Re: Grouped Index Tuples / Clustered Indexes

From: Heikki Linnakangas <heikki(at)enterprisedb(dot)com>
To: Simon Riggs <simon(at)2ndquadrant(dot)com>
Cc: Gregory Stark <stark(at)enterprisedb(dot)com>, pgsql-hackers(at)postgresql(dot)org
Subject: Re: Grouped Index Tuples / Clustered Indexes
Date: 2007-03-12 12:53:09
Message-ID: 45F54D35.7090204@enterprisedb.com
Views: Raw Message | Whole Thread | Download mbox | Resend email
Thread:
Lists: pgsql-hackers

Simon Riggs wrote:
> Better thought: say that CLUSTER requires an "order-defining index".
> That better explains the point that it is the table being clustered,
> using the index to define the physical order of the rows in the heap. We
> then use the word "clustered" to refer to what has happened to the
> table, and with this patch, for the index also.
>
> That way we can have new syntax for CLUSTER
>
> CLUSTER table ORDER BY indexname
>
> which is then the preferred syntax, rather than the perverse
>
> CLUSTER index ON table
>
> which gives the wrong impression about what is happening, since it is
> the table that is changed, not the index.

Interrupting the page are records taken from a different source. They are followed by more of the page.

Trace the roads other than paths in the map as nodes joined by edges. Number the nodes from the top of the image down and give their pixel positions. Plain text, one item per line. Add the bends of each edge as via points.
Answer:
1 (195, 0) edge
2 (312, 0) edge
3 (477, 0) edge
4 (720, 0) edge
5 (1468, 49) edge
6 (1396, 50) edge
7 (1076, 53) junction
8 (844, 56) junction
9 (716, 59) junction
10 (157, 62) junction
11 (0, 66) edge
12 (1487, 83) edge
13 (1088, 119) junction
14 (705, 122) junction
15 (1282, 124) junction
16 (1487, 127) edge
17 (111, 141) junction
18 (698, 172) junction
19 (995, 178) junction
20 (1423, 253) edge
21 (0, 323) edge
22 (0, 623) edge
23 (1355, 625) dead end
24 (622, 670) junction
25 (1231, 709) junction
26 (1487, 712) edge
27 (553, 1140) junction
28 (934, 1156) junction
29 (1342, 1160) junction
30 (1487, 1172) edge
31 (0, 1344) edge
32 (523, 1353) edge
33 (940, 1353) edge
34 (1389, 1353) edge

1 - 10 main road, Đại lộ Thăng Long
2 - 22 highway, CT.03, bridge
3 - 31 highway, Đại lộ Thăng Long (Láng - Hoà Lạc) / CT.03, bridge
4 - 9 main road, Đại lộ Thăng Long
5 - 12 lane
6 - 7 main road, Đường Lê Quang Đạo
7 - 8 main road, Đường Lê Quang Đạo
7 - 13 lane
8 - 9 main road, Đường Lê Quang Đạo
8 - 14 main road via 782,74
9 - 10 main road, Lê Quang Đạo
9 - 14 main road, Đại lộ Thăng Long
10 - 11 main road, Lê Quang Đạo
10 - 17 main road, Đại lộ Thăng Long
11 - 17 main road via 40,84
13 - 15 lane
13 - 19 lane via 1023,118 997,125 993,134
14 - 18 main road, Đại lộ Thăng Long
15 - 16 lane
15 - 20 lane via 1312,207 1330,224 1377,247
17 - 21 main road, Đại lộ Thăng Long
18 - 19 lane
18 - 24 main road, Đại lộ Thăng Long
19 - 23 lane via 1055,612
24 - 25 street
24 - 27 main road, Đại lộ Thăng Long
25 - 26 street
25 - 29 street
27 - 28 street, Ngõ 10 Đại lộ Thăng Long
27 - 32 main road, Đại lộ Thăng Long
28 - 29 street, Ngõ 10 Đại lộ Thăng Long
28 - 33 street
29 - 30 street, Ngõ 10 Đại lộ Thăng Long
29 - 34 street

I like that, "order-defining index" conveys the point pretty well.

> - Are you suggesting that we have an explicit new syntax
>
> CREATE [UNIQUE] CLUSTERED INDEX [CONCURRENTLY] fooidx ON foo (....) ...
>
> or just that we refer to this feature as Clustered Indexes?

I'm not proposing new syntax, just a WITH-parameter. Makes more sense to
me that way, the clusteredness has no user-visible effects except
performance, and it's b-tree specific (though I guess you could apply
the same concept to other indexams as well).

> - Do you think that all Primary Keys should be clustered?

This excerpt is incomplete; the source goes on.